## What you should do
Find the line in the entries below that contains "thumb mcp: (241, 325)". Repeat it exactly, and every line after it through the line that contains "ring tip: (476, 307)".

## Data extract
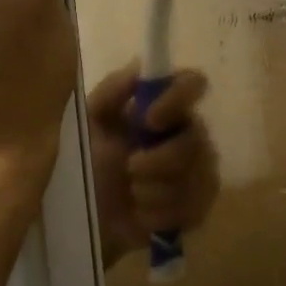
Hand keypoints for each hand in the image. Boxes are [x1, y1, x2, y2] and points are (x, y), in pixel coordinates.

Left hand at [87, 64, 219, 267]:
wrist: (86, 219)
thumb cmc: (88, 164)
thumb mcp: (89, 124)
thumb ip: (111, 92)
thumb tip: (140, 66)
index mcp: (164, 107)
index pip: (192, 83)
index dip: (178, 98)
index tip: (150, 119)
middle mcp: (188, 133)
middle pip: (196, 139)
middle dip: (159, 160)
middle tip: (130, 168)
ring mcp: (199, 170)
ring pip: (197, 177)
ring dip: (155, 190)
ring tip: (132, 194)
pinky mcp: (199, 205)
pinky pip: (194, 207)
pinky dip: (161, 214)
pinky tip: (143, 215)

* * *

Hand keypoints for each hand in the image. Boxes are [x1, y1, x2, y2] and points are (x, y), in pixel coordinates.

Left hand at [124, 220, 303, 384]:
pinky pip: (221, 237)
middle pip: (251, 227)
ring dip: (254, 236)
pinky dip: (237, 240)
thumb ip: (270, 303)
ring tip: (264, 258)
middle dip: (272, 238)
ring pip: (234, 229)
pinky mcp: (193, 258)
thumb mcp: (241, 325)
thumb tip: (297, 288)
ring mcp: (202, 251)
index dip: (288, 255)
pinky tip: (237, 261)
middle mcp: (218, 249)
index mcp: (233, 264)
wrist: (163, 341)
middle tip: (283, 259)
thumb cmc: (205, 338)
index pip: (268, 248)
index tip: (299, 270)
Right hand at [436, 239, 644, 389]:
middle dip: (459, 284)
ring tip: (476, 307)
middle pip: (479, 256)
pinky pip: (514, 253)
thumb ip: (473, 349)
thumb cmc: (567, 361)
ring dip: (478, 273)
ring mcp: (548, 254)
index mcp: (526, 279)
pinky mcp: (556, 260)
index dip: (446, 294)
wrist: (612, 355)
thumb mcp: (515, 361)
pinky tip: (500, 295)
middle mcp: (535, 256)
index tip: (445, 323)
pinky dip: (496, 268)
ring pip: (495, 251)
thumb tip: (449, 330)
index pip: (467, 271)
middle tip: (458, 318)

## Exercise response
thumb mcp: (241, 325)
thumb tip: (297, 288)
ring mcp: (202, 251)
index dip: (288, 255)
pinky tip: (237, 261)
middle mcp: (218, 249)
index mcp: (233, 264)
wrist: (163, 341)
middle tip: (283, 259)
thumb cmc: (205, 338)
index pip: (268, 248)
index tip: (299, 270)
Right hand at [436, 239, 644, 389]:
middle dip: (459, 284)
ring tip: (476, 307)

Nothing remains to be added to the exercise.